Imaginez-vous surfer sur les réseaux sociaux et tomber sur des vidéos ou des images que vous croyez authentiques, seulement pour vous rendre compte qu’il s’agit de faux, créés par une intelligence artificielle. Ces deepfakes, de plus en plus courants, compliquent la distinction entre ce qui est réel et ce qui est fabriqué.
À partir du 2 août 2026, la situation évoluera grâce à l’instauration de nouveaux impératifs en matière d’intelligence artificielle, inscrits dans l’AI Act.
Modifications prévues à partir du 2 août concernant les deepfakes
En résumé, ce jour marquera l’entrée en vigueur de nouveaux obligations établies par l’AI Act, qui représente le premier cadre juridique mondial dédié à l’intelligence artificielle. Ce texte vise à protéger les citoyens et les consommateurs des dangers liés à l’utilisation de l’IA, y compris la diffusion de contenus générés par l’IA, tels que les deepfakes, sans que leur nature artificielle soit clairement indiquée.
Avec l’adoption des nouvelles dispositions de l’article 50, les développeurs et fournisseurs de services impliqués dans la création de chatbots, de générateurs d’images, de vidéos synthétiques ou d’outils de reconnaissance émotionnelle devront se conformer à des exigences strictes en matière de transparence.
Par exemple, les systèmes d’intelligence artificielle devront être conçus pour informer clairement les utilisateurs chaque fois qu’ils interagissent avec eux. De plus, tous les contenus générés ou manipulés artificiellement devront être accompagnés de marqueurs mécaniquement lisibles pour une identification facile.
Sanctions pour les violations de l’AI Act
Les manquements aux obligations établies entraîneront des sanctions, qui peuvent s’avérer significatives. Selon l’article 99 du règlement européen, les infractions à diverses dispositions de l’AI Act pourront donner lieu à des amendes pouvant atteindre 15 millions d’euros ou, pour les entreprises, jusqu’à 3 % du chiffre d’affaires annuel mondial si cette dernière somme est supérieure. Les violations concernant les pratiques interdites subiront des sanctions encore plus sévères.
Répercussions pour les utilisateurs des systèmes d’IA
Les utilisateurs, en particulier les plus vulnérables comme les mineurs, verront aussi des changements importants. Désormais, les deepfakes devront être clairement étiquetés par un marquage technique.
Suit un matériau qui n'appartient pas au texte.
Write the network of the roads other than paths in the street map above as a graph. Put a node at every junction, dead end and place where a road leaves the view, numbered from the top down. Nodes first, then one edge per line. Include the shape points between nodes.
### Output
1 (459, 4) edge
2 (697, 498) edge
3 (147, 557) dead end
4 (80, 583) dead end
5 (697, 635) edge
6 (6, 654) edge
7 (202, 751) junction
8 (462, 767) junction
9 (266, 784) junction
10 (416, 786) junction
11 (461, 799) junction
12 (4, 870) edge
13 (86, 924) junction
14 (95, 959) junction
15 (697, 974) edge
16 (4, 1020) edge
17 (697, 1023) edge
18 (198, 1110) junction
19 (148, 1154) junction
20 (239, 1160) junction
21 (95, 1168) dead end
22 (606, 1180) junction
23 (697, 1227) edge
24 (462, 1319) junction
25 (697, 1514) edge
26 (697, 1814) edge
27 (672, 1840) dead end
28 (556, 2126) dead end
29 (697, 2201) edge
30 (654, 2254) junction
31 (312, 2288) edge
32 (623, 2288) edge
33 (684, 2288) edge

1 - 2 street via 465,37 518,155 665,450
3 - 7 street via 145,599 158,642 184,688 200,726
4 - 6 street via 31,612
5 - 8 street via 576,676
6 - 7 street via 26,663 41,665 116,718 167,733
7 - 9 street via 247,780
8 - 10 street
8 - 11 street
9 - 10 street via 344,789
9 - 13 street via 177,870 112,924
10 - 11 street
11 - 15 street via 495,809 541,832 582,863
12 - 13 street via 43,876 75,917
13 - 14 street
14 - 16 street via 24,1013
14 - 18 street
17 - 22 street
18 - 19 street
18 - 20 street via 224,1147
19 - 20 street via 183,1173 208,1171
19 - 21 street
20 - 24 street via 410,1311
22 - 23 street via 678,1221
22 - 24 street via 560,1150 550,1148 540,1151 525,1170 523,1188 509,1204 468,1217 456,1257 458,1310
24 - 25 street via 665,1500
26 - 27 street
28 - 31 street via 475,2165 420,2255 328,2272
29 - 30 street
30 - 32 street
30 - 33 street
Les utilisateurs des systèmes d’IA devront informer le public lorsqu’il est exposé à ces contenus, en ajoutant une mention lorsque ces derniers manquent de révision humaine.
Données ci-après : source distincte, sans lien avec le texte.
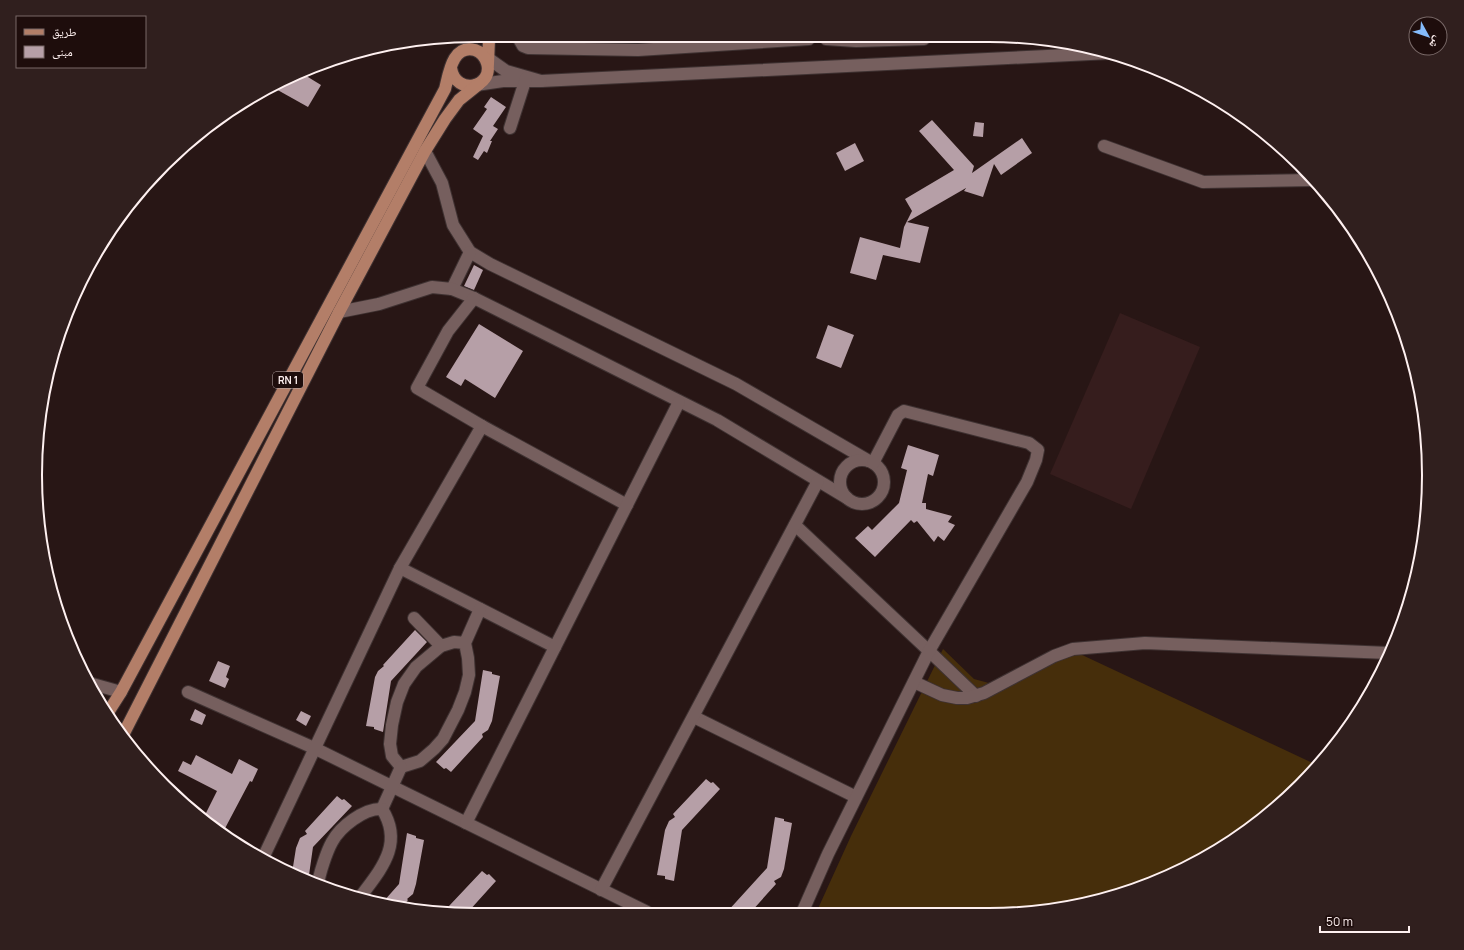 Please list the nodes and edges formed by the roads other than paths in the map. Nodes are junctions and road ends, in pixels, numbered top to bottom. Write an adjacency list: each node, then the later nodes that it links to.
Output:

En somme, le futur des entreprises développement d’intelligence artificielle s’annonce marqué par une exigence accrue de transparence et des contrôles renforcés, accompagnés de sanctions potentiellement très lourdes en cas de non-respect des règles, à l’instar des pénalités infligées aux géants de la technologie.
Points à retenir
- Les obligations de transparence s’appliquent à tous les développeurs et fournisseurs d’IA.
- Les utilisateurs de systèmes IA doivent notifier les expositions à des contenus générés artificiellement.
- Les amendes peuvent atteindre jusqu’à 15 millions d’euros, ou 35 millions pour des infractions majeures.
- Les mineurs et les catégories vulnérables sont particulièrement protégés par les nouvelles régulations.
En réfléchissant à ces changements, je ne peux m’empêcher de me demander comment nous, en tant que société, allons nous adapter à ces nouvelles réalités. La frontière entre le réel et le fictif se brouille, et la manière dont nous consommons l’information est en perpétuelle évolution. Cela pose la question de notre responsabilité individuelle face à une technologie aussi impactante ; il est crucial de rester vigilant et informé pour naviguer au mieux dans cette ère numérique.